Question: My husband and I rented an economy car with Avis in Kona, Hawaii, and we’re having a problem with the rental company. We paid $196 for the car, and we returned it with a full tank of gas. But we didn’t speak with anyone at Avis, since we had an early flight to catch.

A few days later, Avis charged us an additional $277. The company didn’t notify us about the charge, but when we looked at the receipt, we saw that it was billing us for an extra day and a full tank of gas.

I sent Avis our itinerary from Expedia, which confirmed our car rental. But now Avis wants to see a receipt from a gas station, which must show a fuel purchase on the date of vehicle return within five miles of the return location. It also claims to need the address of the gas station and the number of gallons purchased, as well as the cost.

Problem is, I don’t have the gas receipt. I want my money back because it’s Avis’ mistake, not ours. Can you please help us or guide us with what to do next? — Jessica Gennaoui, Montreal

Answer: Avis should have notified you and your online travel agent of any late billings, including fuel purchases or additional fees for allegedly keeping the car an extra day. And it should have explained why it was charging you instead of forcing you to do all the work.

It’s true, car rental companies are strict about vehicles returned without a full tank of gas. They even have new technology that can detect when a gas tank isn’t completely full. The solution is to either pay for the fuel-purchase option or to refuel just before you arrive at the airport — and to keep your receipt.

The fuel-purchase option allows you to buy a full tank at market prices, which works if you can figure out a way to return the car with an empty tank. If you bring back the vehicle with half a tank, then you’ve subsidized the rental company’s fuel purchases.

But if you don’t go for the fuel-purchase option, and the needle isn’t on “F,” then you could be on the hook for a full tank at a premium rate, which is double or even triple the market prices. That would explain why you were charged so much.

I believe you returned your car with what you thought was a full tank. I’ve done the same thing, with one difference: I returned the vehicle during business hours. A representative informed me that even though the gas gauge indicated a full tank, the tank wasn’t quite full. He suggested that I visit the gas station across the street to top it off, which I did.

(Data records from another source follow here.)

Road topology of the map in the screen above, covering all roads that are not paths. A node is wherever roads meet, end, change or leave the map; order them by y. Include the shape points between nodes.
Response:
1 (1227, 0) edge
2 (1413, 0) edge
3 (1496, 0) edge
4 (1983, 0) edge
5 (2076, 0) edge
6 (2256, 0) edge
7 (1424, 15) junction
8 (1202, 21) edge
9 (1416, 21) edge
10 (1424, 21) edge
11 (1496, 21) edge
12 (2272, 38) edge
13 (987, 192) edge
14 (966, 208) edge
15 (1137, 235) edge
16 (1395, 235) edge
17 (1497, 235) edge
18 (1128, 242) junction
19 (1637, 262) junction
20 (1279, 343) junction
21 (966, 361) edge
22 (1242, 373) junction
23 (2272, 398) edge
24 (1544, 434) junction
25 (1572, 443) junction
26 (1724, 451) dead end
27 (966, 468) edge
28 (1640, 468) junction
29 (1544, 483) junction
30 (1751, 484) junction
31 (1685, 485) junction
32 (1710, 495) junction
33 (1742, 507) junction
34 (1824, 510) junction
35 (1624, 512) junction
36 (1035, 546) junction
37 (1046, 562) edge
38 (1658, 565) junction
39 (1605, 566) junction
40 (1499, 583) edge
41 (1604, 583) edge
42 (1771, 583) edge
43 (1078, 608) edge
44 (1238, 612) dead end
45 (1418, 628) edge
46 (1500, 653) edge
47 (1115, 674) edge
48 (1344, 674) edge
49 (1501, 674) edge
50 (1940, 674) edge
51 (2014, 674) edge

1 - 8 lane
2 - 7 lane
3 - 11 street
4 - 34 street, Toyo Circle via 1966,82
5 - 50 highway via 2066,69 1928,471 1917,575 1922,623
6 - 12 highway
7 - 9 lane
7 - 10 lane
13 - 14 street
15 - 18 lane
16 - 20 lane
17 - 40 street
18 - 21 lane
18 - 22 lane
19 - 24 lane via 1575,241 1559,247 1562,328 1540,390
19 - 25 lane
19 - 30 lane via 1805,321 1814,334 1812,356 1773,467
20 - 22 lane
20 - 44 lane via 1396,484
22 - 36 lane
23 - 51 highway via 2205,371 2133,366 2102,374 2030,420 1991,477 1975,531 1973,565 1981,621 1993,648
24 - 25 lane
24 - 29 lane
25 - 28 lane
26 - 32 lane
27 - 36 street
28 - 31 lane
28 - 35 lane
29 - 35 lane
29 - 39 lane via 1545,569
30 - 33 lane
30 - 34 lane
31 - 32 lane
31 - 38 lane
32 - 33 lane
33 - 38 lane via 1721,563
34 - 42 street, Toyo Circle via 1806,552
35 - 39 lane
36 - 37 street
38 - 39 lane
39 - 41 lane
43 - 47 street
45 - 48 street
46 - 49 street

Point being, you probably could have avoided this late charge by returning the vehicle during business hours and speaking with an employee.

Failing that, you could get in touch with someone higher up at Avis. I list the executives’ names and numbers on my website.

I contacted Avis on your behalf, and you supplied the car rental company with your confirmation from Expedia and your boarding passes, which verified the correct return date. Avis refunded the $277.

Should Avis have charged Jessica Gennaoui for a tank of gas?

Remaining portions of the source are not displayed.